§ **Task details**: Repeat all of the data below word for word, keeping no images.

[Source information Boundary: Start]

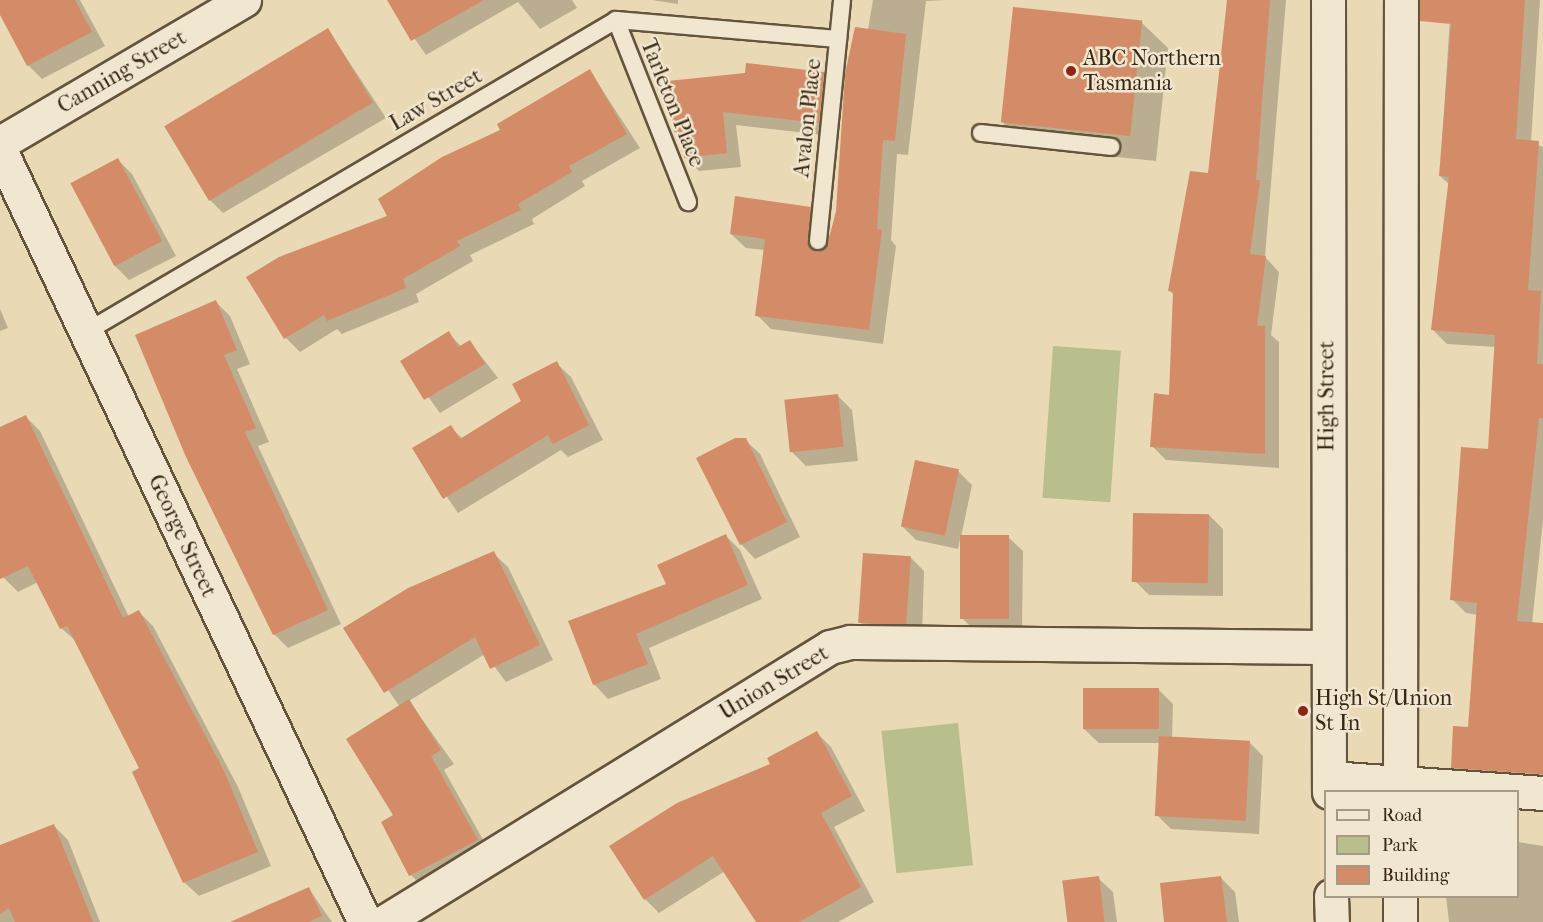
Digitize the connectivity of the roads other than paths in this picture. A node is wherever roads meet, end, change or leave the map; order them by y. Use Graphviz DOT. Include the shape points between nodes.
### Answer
graph roads {
  1 [pos="244,0"];
  2 [pos="842,0"];
  3 [pos="1328,0"];
  4 [pos="1401,0"];
  5 [pos="615,20"];
  6 [pos="838,39"];
  7 [pos="981,133"];
  8 [pos="0,143"];
  9 [pos="1111,147"];
  10 [pos="0,150"];
  11 [pos="688,202"];
  12 [pos="818,241"];
  13 [pos="86,332"];
  14 [pos="1328,647"];
  15 [pos="1329,785"];
  16 [pos="1400,787"];
  17 [pos="1472,790"];
  18 [pos="1519,792"];
  19 [pos="1543,793"];
  20 [pos="1331,898"];
  21 [pos="1400,898"];
  22 [pos="365,922"];
  23 [pos="384,922"];
  24 [pos="1332,922"];
  25 [pos="1400,922"];
  1 -- 8 [label="street, Canning Street"];
  2 -- 6 [label="lane, Avalon Place"];
  3 -- 14 [label="street, High Street"];
  4 -- 16 [label="street"];
  5 -- 6 [label="lane"];
  5 -- 11 [label="lane, Tarleton Place"];
  5 -- 13 [label="lane, Law Street"];
  6 -- 12 [label="lane, Avalon Place"];
  7 -- 9 [label="lane"];
  10 -- 13 [label="street, George Street"];
  13 -- 22 [label="street, George Street"];
  14 -- 15 [label="street, High Street"];
  14 -- 23 [label="street, Union Street" via="850,642 830,647"];
  15 -- 16 [label="street"];
  16 -- 17 [label="street"];
  18 -- 19 [label="street"];
  20 -- 24 [label="street"];
  21 -- 25 [label="street"];
}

[Source information Boundary: End]

§ **Completed task**:
Digitize the connectivity of the roads other than paths in this picture. A node is wherever roads meet, end, change or leave the map; order them by y. Use Graphviz DOT. Include the shape points between nodes.
### Answer
graph roads {
  1 [pos="244,0"];
  2 [pos="842,0"];
  3 [pos="1328,0"];
  4 [pos="1401,0"];
  5 [pos="615,20"];
  6 [pos="838,39"];
  7 [pos="981,133"];
  8 [pos="0,143"];
  9 [pos="1111,147"];
  10 [pos="0,150"];
  11 [pos="688,202"];
  12 [pos="818,241"];
  13 [pos="86,332"];
  14 [pos="1328,647"];
  15 [pos="1329,785"];
  16 [pos="1400,787"];
  17 [pos="1472,790"];
  18 [pos="1519,792"];
  19 [pos="1543,793"];
  20 [pos="1331,898"];
  21 [pos="1400,898"];
  22 [pos="365,922"];
  23 [pos="384,922"];
  24 [pos="1332,922"];
  25 [pos="1400,922"];
  1 -- 8 [label="street, Canning Street"];
  2 -- 6 [label="lane, Avalon Place"];
  3 -- 14 [label="street, High Street"];
  4 -- 16 [label="street"];
  5 -- 6 [label="lane"];
  5 -- 11 [label="lane, Tarleton Place"];
  5 -- 13 [label="lane, Law Street"];
  6 -- 12 [label="lane, Avalon Place"];
  7 -- 9 [label="lane"];
  10 -- 13 [label="street, George Street"];
  13 -- 22 [label="street, George Street"];
  14 -- 15 [label="street, High Street"];
  14 -- 23 [label="street, Union Street" via="850,642 830,647"];
  15 -- 16 [label="street"];
  16 -- 17 [label="street"];
  18 -- 19 [label="street"];
  20 -- 24 [label="street"];
  21 -- 25 [label="street"];
}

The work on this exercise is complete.